[WORK REQUEST]: Filter the entries below down to the lines that hold "Hausbruch".

[INFORMATION GIVEN]:
--

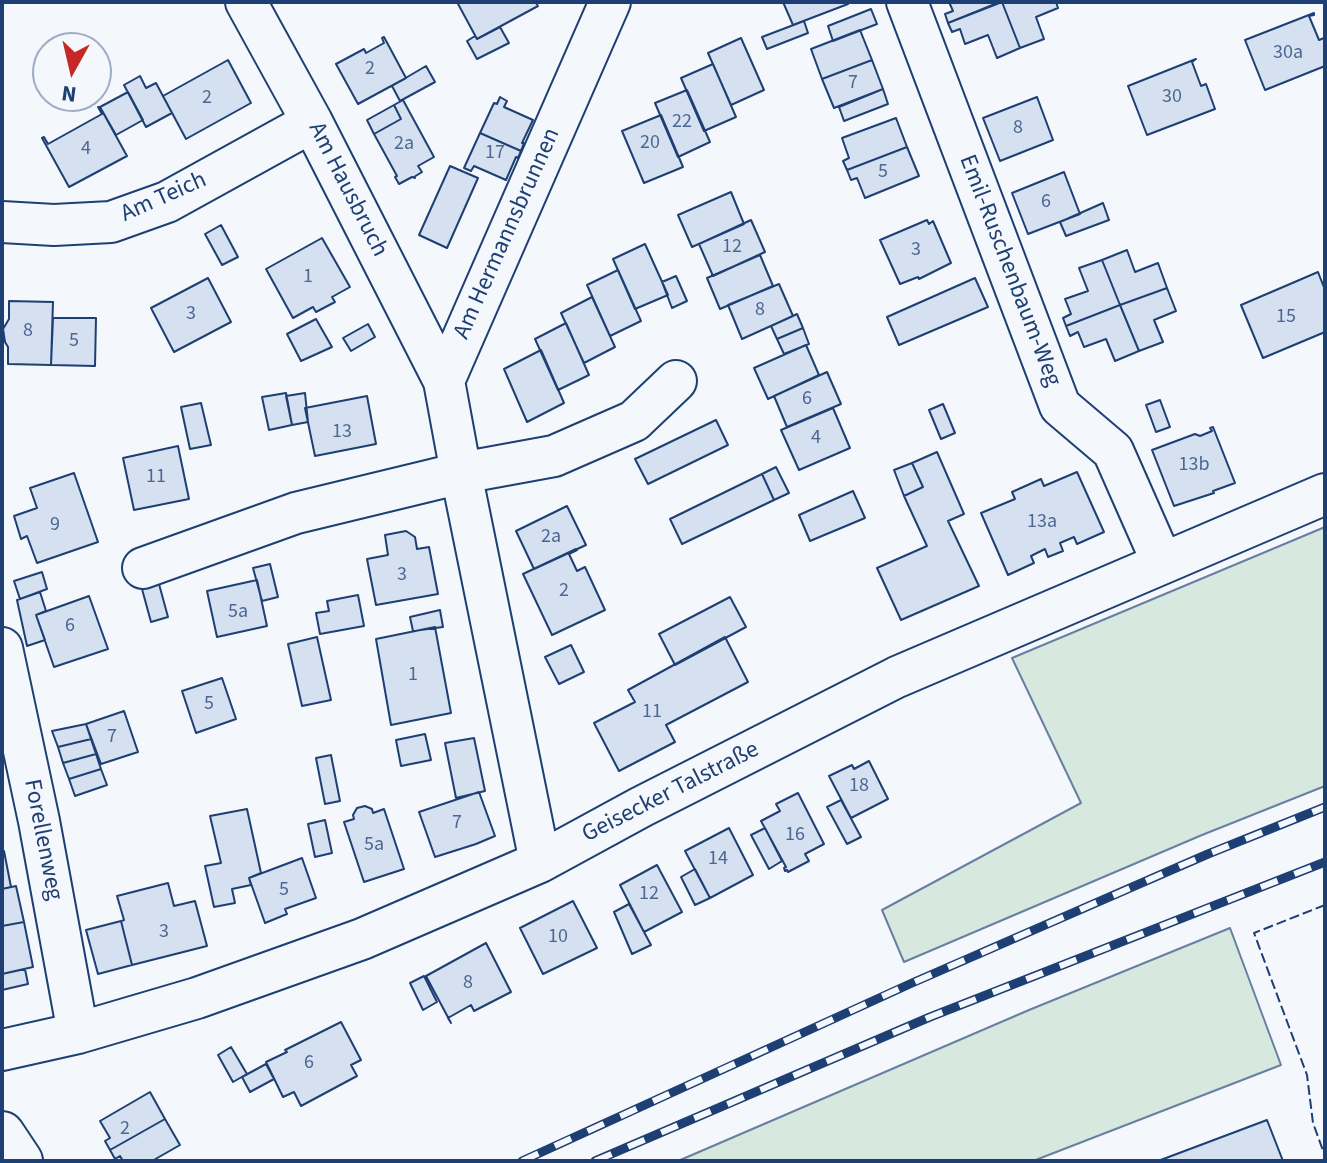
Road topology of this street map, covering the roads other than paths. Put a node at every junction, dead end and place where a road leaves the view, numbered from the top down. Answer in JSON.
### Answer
{"nodes":[{"id":1,"x":246,"y":2,"type":"edge"},
{"id":2,"x":610,"y":2,"type":"edge"},
{"id":3,"x":907,"y":2,"type":"edge"},
{"id":4,"x":312,"y":122,"type":"junction"},
{"id":5,"x":2,"y":222,"type":"edge"},
{"id":6,"x":444,"y":381,"type":"junction"},
{"id":7,"x":676,"y":381,"type":"dead end"},
{"id":8,"x":461,"y":473,"type":"junction"},
{"id":9,"x":1325,"y":494,"type":"edge"},
{"id":10,"x":1162,"y":562,"type":"junction"},
{"id":11,"x":143,"y":568,"type":"dead end"},
{"id":12,"x":2,"y":648,"type":"edge"},
{"id":13,"x":540,"y":862,"type":"junction"},
{"id":14,"x":78,"y":1033,"type":"junction"},
{"id":15,"x":2,"y":1050,"type":"edge"},
{"id":16,"x":2,"y":1134,"type":"edge"},
{"id":17,"x":20,"y":1161,"type":"edge"}],
"edges":[{"from":1,"to":4,"type":"street","name":"Am Hausbruch"},
{"from":2,"to":6,"type":"street","name":"Am Hermannsbrunnen"},
{"from":3,"to":10,"type":"street","name":"Emil-Ruschenbaum-Weg"},
{"from":4,"to":5,"type":"street","name":"Am Teich"},
{"from":4,"to":6,"type":"street","name":"Am Hausbruch"},
{"from":6,"to":8,"type":"street"},
{"from":7,"to":8,"type":"street"},
{"from":8,"to":11,"type":"street"},
{"from":8,"to":13,"type":"street"},
{"from":9,"to":10,"type":"street","name":"Geisecker Talstraße"},
{"from":10,"to":13,"type":"street","name":"Geisecker Talstraße"},
{"from":12,"to":14,"type":"street","name":"Forellenweg"},
{"from":13,"to":14,"type":"street","name":"Geisecker Talstraße"},
{"from":14,"to":15,"type":"street","name":"Geisecker Talstraße"},
{"from":16,"to":17,"type":"main road"}]}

--

[SOLVED EXERCISE]:
"edges":[{"from":1,"to":4,"type":"street","name":"Am Hausbruch"},
{"from":4,"to":6,"type":"street","name":"Am Hausbruch"},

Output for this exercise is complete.